MPs kill off 'Leveson 2' after peers demand fresh inquiry into press standards
MPs have killed off a bid to establish a fresh inquiry into press standards - less than 24 hours after the Lords demanded one be set up.
The House of Lords last night passed an amendment to the Data Protection Bill which would have set up the second part of the Leveson Inquiry into media ethics.
But MPs today threw those changes out, voting 301-289 in favour of a government amendment overturning the Lords result in favour of regular reports on how journalists are using data.
The original Leveson Inquiry wrapped up in 2012 following the phone hacking scandal that killed off the News of the World.
But the promised Leveson 2 - which was supposed to follow the criminal probes into the affair - was buried by David Cameron's government and later shelved by Theresa May's.
Last night's Lords' vote sent the Data Protection Bill back to the Commons for fresh consideration, prompting ministers to take the highly-unusual step of tabling a last-minute 'manuscript amendment' to wipe the Lords changes and win the support of wavering MPs.
Culture Secretary Matt Hancock said MPs had "plainly and clearly voted against" a new inquiry in a highly-charged Commons debate last week.
And he said the new amendments would strike a better balance between a free press and responsible journalism.
"During the course of this Bill we have repeatedly acted to take into account amendments made in the other place and directly address concerns expressed by members of this House," he said.
"We have gone out of our way to offer concessions at every stage to make sure the system of press regulation is both free and fair."
The Government's changes will toughen up a previously-announced review of data protection by the Information Commissioner, and broaden it out to look at "good practice in the processing of personal data for the purpose of journalism".

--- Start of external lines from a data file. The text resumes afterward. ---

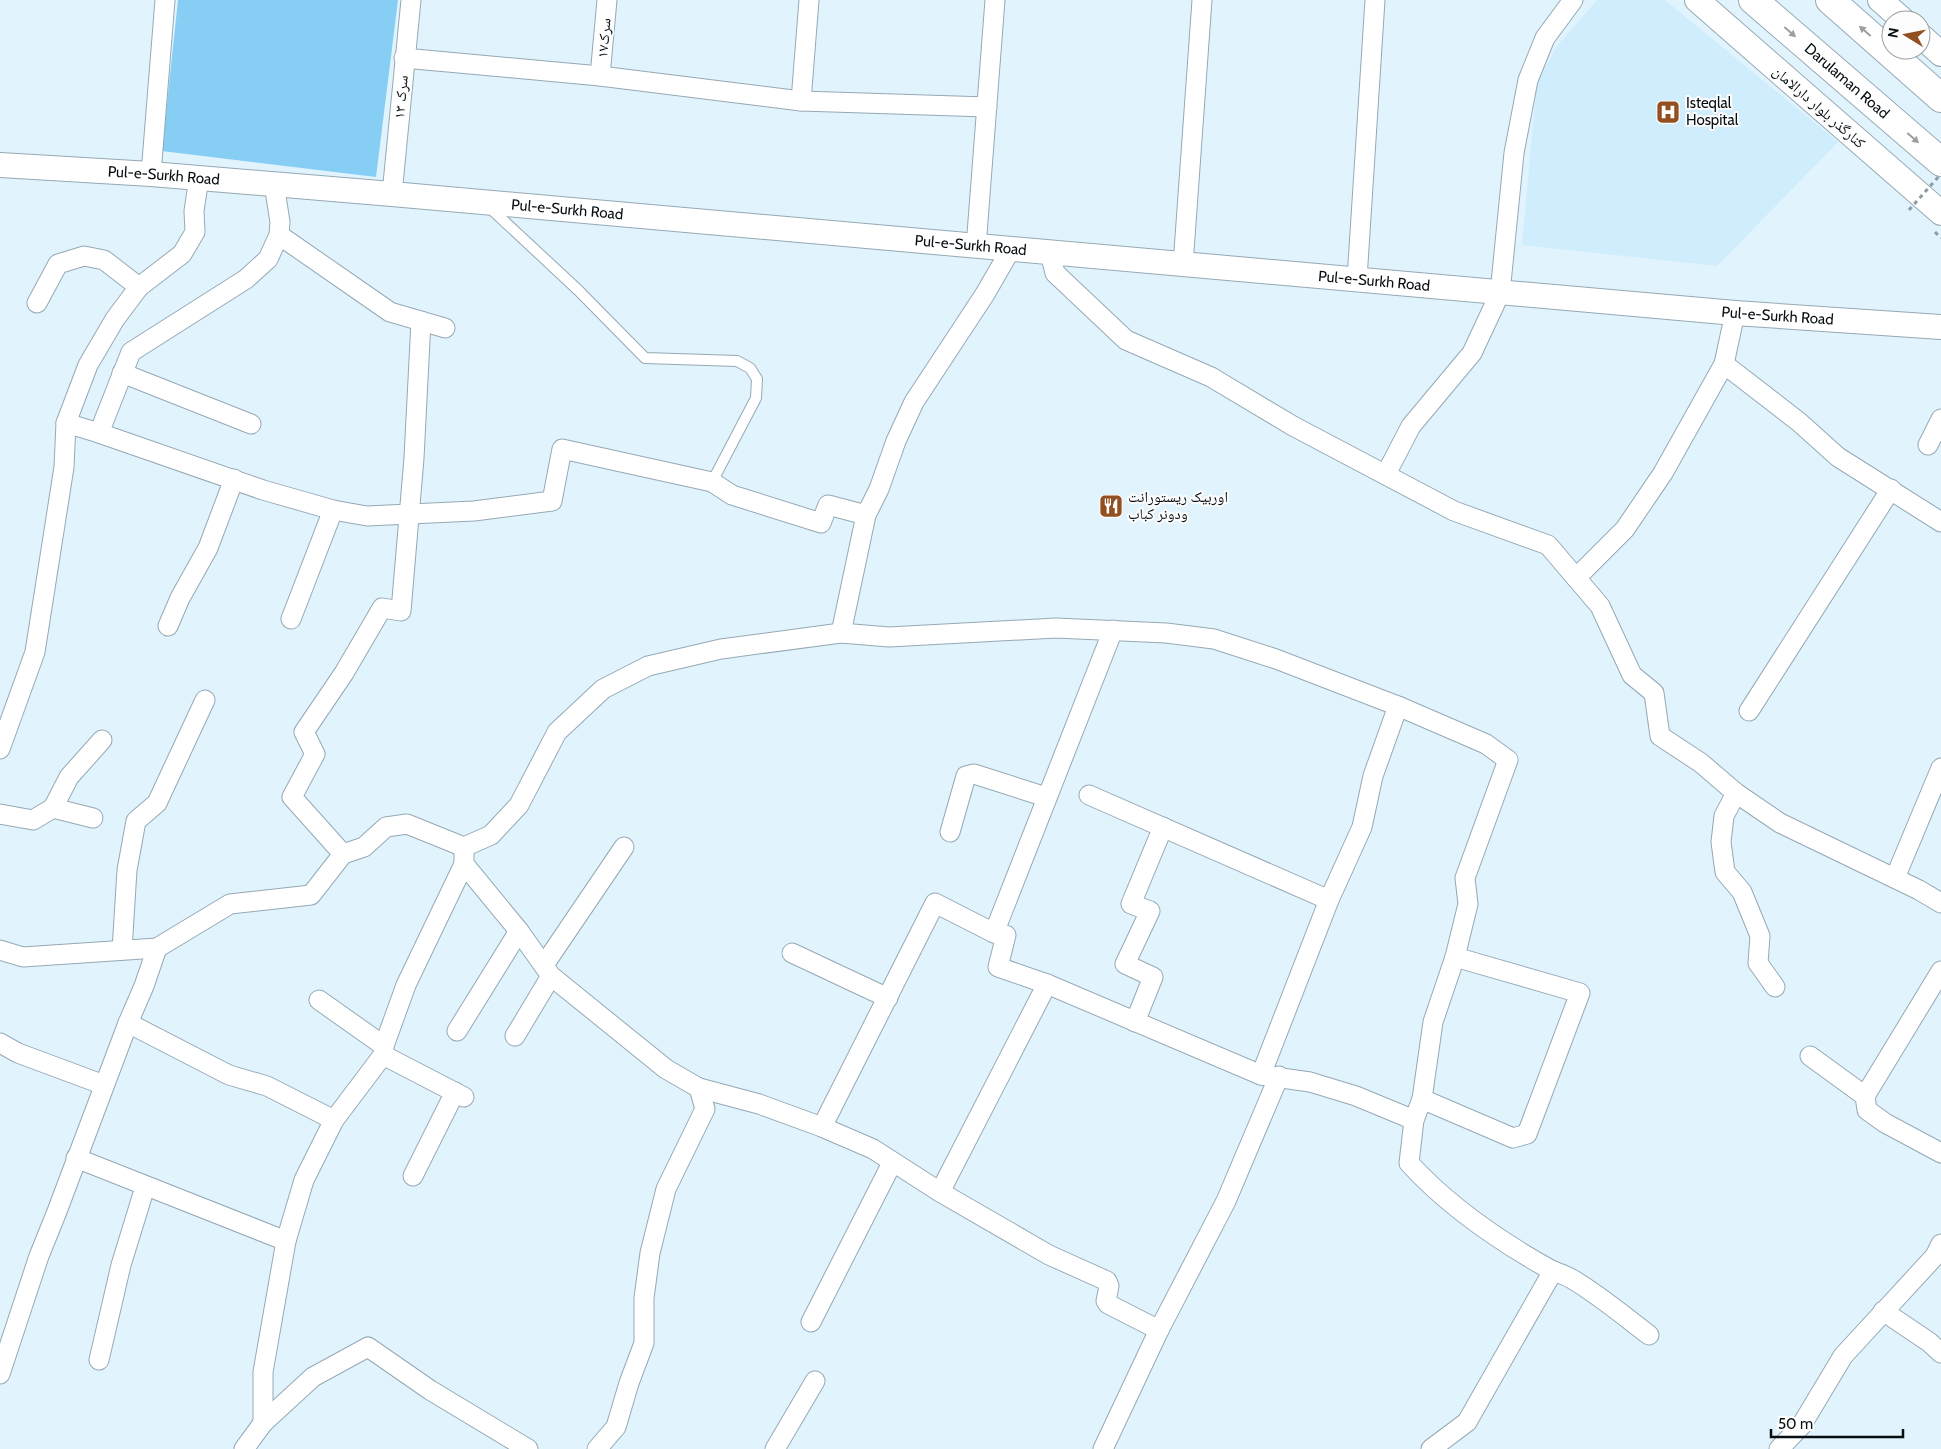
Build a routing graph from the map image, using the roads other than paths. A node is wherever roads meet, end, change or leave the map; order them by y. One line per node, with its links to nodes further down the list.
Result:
1 (165, 0): 23 (street)
2 (410, 0): 16 (street, سرک ۱۳)
3 (607, 0): 17 (street, سرک۱۷)
4 (809, 0): 19 (street)
5 (995, 0): 20 (street)
6 (1202, 0): 33 (street)
7 (1375, 0): 34 (street)
8 (1573, 0): 36 (street)
9 (1697, 0): 28 (street, کنارگذر بلوار دارالامان)
10 (1753, 0): 21 (main road, Darulaman Road, one-way to 21)
11 (1830, 0): 18 (main road, one-way to 11)
12 (1880, 0): 13 (street)
13 (1891, 10)
14 (1931, 45): 15 (street)
15 (1941, 54)
16 (404, 58): 17 (street); 26 (street, سرک ۱۳)
17 (600, 76): 19 (street)
18 (1941, 98)
19 (801, 101): 20 (street)
20 (987, 107): 30 (street)
21 (1941, 162)
22 (0, 164): 23 (street, Pul-e-Surkh Road)
23 (151, 174): 24 (street, Pul-e-Surkh Road)
24 (199, 178): 25 (street, Pul-e-Surkh Road); 35 (street)
25 (274, 184): 26 (street, Pul-e-Surkh Road); 29 (street)
26 (392, 194): 27 (street, Pul-e-Surkh Road)
27 (484, 203): 30 (street, Pul-e-Surkh Road); 51 (lane)
28 (1941, 213)
29 (279, 235): 39 (street); 43 (street)
30 (976, 247): 31 (street, Pul-e-Surkh Road)
31 (1011, 249): 32 (street, Pul-e-Surkh Road); 54 (street)
32 (1050, 253): 33 (street, Pul-e-Surkh Road); 49 (street)
33 (1183, 265): 34 (street, Pul-e-Surkh Road)
34 (1357, 279): 36 (street, Pul-e-Surkh Road)
35 (139, 287): 37 (street); 45 (street)
36 (1500, 293): 38 (street, Pul-e-Surkh Road); 49 (street)
37 (37, 303)
38 (1735, 314): 40 (street, Pul-e-Surkh Road); 42 (street)
39 (420, 321): 41 (street); 55 (street)
40 (1941, 327)
41 (445, 328)
42 (1724, 364): 52 (street); 57 (street)
43 (122, 373): 46 (street); 47 (street)
44 (1941, 418): 48 (street)
45 (66, 423): 47 (street); 66 (street)
46 (251, 424)
47 (100, 433): 50 (street)
48 (1928, 445)
49 (1386, 474): 57 (street)
50 (234, 479): 53 (street); 59 (street)
51 (712, 482): 54 (street); 55 (street)
52 (1891, 489): 56 (street); 64 (street)
53 (333, 510): 55 (street); 58 (street)
54 (866, 515): 61 (street)
55 (409, 516): 77 (street)
56 (1941, 522)
57 (1576, 578): 68 (street)
58 (292, 620)
59 (168, 626)
60 (1113, 630): 61 (street); 63 (street); 70 (street)
61 (841, 633): 78 (street)
62 (205, 700): 86 (street)
63 (1398, 706): 80 (street); 88 (street)
64 (1749, 711)
65 (102, 740): 71 (street)
66 (0, 748)
67 (1941, 768): 79 (street)
68 (1736, 793): 79 (street); 92 (street)
69 (1089, 795): 74 (street)
70 (1046, 797): 75 (street); 83 (street)
71 (53, 808): 72 (street); 73 (street)
72 (0, 814)
73 (93, 818)
74 (1163, 827): 80 (street); 95 (street)
75 (950, 832)
76 (624, 847): 89 (street)
77 (343, 854): 78 (street); 84 (street)
78 (464, 855): 82 (street); 100 (street)
79 (1895, 878): 81 (street)
80 (1329, 900): 102 (street)
81 (1941, 903)
82 (519, 931): 89 (street); 97 (street)
83 (994, 933): 91 (street); 93 (street)
84 (157, 948): 86 (street); 96 (street)
85 (0, 950): 86 (street)
86 (122, 950)
87 (792, 953): 93 (street)
88 (1455, 957): 106 (street); 106 (street)
89 (547, 970): 98 (street); 104 (street)
90 (1941, 971): 105 (street)
91 (1047, 984): 95 (street); 115 (street)
92 (1775, 987)
93 (888, 998): 109 (street)
94 (319, 1000): 100 (street)
95 (1135, 1022): 102 (street)
96 (128, 1023): 103 (street); 107 (street)
97 (457, 1031)
98 (515, 1036)
99 (0, 1042): 103 (street)
100 (384, 1050): 107 (street); 113 (street)
101 (1810, 1056): 105 (street)
102 (1270, 1075): 108 (street); 121 (street)
103 (104, 1085): 111 (street)
104 (699, 1088): 109 (street); 130 (street)
105 (1865, 1096): 110 (street)
106 (1422, 1099): 108 (street)
107 (334, 1120): 116 (street)
108 (1414, 1120): 118 (street)
109 (822, 1127): 112 (street)
110 (1941, 1153)
111 (76, 1158): 114 (street); 125 (street)
112 (892, 1163): 115 (street); 120 (street)
113 (413, 1176)
114 (145, 1187): 116 (street); 124 (street)
115 (940, 1192): 121 (street)
116 (286, 1241): 127 (street)
117 (1941, 1244): 119 (street)
118 (1553, 1271): 122 (street); 133 (street)
119 (1882, 1311): 123 (street); 134 (street)
120 (811, 1322)
121 (1159, 1330): 132 (street)
122 (1649, 1335)
123 (1941, 1353)
124 (99, 1360)
125 (0, 1374)
126 (815, 1381): 131 (street)
127 (263, 1424): 128 (street); 129 (street)
128 (244, 1449)
129 (528, 1449)
130 (597, 1449)
131 (775, 1449)
132 (1103, 1449)
133 (1431, 1449)
134 (1779, 1449)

The review will, Mr Hancock said, be a permanent fixture rather than a one-off, and will report back every five years.
There will also be a separate independent report every three years to ensure "no backsliding" on a promise by newspapers to ensure that those seeking legal redress for inaccurate stories do not face excessive costs.
But the concessions fall far short of the full statutory inquiry into press conduct demanded by some MPs.
Labour's Shadow Culture Secretary Tom Watson said the Lords amendment would have delivered an inquiry that had been "solemnly promised by all sides to the victims of phone hacking and which Sir Brian Leveson believes should go ahead".
Former Labour Leader Ed Miliband - who last week made an impassioned Commons plea in favour of a new probe - meanwhile said that only a second Leveson inquiry would answer the question of "who did what to whom" during the phone hacking scandal.
He said: "There are some very material questions we don't know the answer to - which is how widespread was the hacking and other criminality at News International? How many other papers engaged in such conduct?
"What was the role in electronic blagging and where did that take place. Now if we don't have Leveson 2 we're not going to know the answers to those questions."